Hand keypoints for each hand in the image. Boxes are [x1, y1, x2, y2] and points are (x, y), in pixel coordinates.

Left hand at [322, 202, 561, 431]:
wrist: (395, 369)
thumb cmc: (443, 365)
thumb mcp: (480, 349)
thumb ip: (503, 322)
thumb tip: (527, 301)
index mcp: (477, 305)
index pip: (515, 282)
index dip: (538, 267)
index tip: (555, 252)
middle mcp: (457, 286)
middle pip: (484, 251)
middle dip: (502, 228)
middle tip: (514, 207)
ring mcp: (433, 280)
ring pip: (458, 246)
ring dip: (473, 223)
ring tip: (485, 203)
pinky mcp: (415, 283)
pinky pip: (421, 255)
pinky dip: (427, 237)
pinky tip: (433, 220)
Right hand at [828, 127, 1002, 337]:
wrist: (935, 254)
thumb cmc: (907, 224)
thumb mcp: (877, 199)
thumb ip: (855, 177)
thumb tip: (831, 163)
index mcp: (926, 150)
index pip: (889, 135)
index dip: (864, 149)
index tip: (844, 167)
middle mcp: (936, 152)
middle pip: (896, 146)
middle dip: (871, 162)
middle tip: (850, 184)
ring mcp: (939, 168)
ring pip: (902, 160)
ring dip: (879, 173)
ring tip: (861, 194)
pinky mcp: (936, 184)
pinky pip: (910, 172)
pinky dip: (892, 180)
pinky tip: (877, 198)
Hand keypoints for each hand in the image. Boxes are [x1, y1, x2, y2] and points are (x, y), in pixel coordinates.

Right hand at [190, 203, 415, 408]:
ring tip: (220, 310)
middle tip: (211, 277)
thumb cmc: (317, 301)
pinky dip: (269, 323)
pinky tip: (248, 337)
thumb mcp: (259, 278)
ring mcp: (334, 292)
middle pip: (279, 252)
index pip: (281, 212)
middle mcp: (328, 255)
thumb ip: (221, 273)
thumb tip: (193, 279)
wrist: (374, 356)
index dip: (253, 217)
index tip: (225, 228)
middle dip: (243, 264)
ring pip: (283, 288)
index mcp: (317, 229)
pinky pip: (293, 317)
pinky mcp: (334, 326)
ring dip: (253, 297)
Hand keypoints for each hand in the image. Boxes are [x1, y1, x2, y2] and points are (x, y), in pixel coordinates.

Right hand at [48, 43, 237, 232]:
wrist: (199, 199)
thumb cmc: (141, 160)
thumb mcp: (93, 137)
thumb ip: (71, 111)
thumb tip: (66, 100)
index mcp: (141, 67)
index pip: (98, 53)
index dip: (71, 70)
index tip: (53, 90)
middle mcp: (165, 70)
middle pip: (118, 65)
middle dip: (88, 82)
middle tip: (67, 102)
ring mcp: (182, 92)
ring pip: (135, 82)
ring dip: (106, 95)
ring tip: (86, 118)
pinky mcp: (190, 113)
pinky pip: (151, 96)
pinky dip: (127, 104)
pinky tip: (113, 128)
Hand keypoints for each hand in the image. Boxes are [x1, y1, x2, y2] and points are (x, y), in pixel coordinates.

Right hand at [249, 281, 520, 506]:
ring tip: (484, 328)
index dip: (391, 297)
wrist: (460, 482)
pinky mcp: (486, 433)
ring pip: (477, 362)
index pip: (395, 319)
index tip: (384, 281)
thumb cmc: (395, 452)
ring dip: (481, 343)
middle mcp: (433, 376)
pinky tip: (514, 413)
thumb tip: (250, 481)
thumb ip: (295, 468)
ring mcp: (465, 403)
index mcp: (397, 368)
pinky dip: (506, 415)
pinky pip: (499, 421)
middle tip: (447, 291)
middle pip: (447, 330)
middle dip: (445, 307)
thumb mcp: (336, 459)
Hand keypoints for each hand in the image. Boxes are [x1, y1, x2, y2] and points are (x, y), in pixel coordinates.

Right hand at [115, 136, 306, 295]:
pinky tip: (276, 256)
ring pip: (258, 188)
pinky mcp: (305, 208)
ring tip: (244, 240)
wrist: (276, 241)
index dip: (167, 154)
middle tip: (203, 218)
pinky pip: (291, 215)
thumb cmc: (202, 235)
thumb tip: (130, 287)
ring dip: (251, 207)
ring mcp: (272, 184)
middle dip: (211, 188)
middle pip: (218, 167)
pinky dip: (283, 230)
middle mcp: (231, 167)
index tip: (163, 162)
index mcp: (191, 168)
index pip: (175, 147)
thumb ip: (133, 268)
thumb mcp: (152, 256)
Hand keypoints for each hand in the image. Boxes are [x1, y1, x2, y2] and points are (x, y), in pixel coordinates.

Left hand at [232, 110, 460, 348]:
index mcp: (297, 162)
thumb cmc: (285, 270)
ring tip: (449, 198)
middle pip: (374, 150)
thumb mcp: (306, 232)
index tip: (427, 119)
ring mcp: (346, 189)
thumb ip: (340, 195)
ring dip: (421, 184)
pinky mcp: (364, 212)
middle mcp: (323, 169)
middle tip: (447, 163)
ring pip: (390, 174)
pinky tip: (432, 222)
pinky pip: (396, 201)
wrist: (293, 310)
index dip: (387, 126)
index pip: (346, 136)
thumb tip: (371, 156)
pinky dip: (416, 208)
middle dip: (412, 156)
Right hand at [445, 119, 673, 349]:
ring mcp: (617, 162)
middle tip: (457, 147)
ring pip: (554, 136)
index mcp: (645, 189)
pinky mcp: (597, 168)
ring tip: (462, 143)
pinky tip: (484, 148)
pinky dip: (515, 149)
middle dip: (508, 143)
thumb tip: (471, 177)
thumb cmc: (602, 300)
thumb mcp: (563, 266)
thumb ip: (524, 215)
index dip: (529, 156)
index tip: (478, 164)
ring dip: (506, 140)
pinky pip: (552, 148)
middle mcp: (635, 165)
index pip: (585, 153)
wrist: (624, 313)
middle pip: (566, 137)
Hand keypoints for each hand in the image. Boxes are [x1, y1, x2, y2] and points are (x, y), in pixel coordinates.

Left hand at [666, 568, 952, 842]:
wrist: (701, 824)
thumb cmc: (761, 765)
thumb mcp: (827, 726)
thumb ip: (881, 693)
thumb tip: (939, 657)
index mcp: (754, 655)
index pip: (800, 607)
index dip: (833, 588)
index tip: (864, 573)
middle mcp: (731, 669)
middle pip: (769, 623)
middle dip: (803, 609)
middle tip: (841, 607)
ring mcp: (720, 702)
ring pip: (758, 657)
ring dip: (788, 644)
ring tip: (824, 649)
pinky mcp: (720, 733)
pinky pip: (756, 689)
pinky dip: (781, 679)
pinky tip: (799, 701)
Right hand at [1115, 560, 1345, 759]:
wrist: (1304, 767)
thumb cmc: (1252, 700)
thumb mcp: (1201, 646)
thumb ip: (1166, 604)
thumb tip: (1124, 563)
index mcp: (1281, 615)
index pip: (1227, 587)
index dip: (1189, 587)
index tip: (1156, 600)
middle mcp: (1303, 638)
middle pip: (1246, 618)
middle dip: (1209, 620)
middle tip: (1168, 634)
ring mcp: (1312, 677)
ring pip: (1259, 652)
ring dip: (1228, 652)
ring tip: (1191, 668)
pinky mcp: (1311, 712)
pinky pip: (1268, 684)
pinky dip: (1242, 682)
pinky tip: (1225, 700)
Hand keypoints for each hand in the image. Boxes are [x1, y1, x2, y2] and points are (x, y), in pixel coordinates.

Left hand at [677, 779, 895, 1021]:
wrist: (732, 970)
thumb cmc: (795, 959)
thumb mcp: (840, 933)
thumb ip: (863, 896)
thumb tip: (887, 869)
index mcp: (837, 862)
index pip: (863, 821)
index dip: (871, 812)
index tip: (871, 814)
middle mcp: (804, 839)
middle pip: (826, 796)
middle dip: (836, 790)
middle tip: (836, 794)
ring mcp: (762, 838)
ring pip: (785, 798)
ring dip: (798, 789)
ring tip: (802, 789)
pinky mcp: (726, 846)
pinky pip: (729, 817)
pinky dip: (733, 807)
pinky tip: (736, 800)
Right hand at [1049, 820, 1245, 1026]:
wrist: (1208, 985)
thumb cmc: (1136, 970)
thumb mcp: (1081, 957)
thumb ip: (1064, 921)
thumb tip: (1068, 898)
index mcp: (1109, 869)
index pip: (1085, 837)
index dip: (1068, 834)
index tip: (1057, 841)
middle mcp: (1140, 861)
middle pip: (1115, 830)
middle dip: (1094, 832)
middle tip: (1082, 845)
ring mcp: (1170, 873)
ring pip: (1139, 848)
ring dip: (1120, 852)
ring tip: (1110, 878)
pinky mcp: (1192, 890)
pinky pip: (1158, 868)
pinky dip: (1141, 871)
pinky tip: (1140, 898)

Exercise prompt: Output exactly the lines of the records from the first through the one bearing "ring tip: (86, 118)", both ends included.

Output of the exercise:
Hand keypoints for each hand in the image. Boxes are [x1, y1, x2, y2] and points are (x, y), in pixel coordinates.

Left hand at [322, 202, 561, 431]:
wrist: (395, 369)
thumb cmc: (443, 365)
thumb mcp: (480, 349)
thumb ip: (503, 322)
thumb tip: (527, 301)
index mcp: (477, 305)
index pip: (515, 282)
index dip: (538, 267)
index tip: (555, 252)
middle mcp: (457, 286)
middle pip: (484, 251)
middle dip: (502, 228)
middle tip: (514, 207)
ring mcp: (433, 280)
ring pip: (458, 246)
ring dip: (473, 223)
ring tip: (485, 203)
pinky mcp: (415, 283)
pinky pip: (421, 255)
pinky dip: (427, 237)
pinky tip: (433, 220)
Right hand at [828, 127, 1002, 337]:
wrist: (935, 254)
thumb cmc: (907, 224)
thumb mcp: (877, 199)
thumb ip: (855, 177)
thumb tip: (831, 163)
index mcp: (926, 150)
index pip: (889, 135)
index dip: (864, 149)
index tip: (844, 167)
middle mcp: (936, 152)
middle pip: (896, 146)
middle dip: (871, 162)
middle tip: (850, 184)
ring mcp: (939, 168)
ring pip: (902, 160)
ring dip: (879, 173)
ring tip: (861, 194)
pinky mcp: (936, 184)
pinky pip: (910, 172)
pinky dip: (892, 180)
pinky tip: (877, 198)
Hand keypoints for each hand in the image. Boxes are [x1, y1, x2, y2] and points are (x, y), in pixel coordinates.

Right hand at [190, 203, 415, 408]:
ring tip: (220, 310)
middle tip: (211, 277)
thumb cmc: (317, 301)
pinky dip: (269, 323)
pinky tip: (248, 337)
thumb mcp: (259, 278)
ring mcp: (334, 292)
middle pip: (279, 252)
index pip: (281, 212)
middle mcp: (328, 255)
thumb ip: (221, 273)
thumb tip: (193, 279)
wrist: (374, 356)
index dip: (253, 217)
index tip: (225, 228)
middle dip: (243, 264)
ring pip: (283, 288)
index mcp: (317, 229)
pinky pip: (293, 317)
pinky mcp: (334, 326)
ring dip: (253, 297)
Hand keypoints for each hand in the image. Boxes are [x1, y1, x2, y2] and points are (x, y), in pixel coordinates.

Right hand at [48, 43, 237, 232]:
wrist: (199, 199)
thumb cmc: (141, 160)
thumb mcp: (93, 137)
thumb ip: (71, 111)
thumb tip: (66, 100)
index mcp: (141, 67)
index pip: (98, 53)
index dip: (71, 70)
index tip: (53, 90)
middle mcp: (165, 70)
middle pip: (118, 65)
middle dip: (88, 82)
middle tip: (67, 102)
ring mcp: (182, 92)
ring pip: (135, 82)
ring dip: (106, 95)
ring tip: (86, 118)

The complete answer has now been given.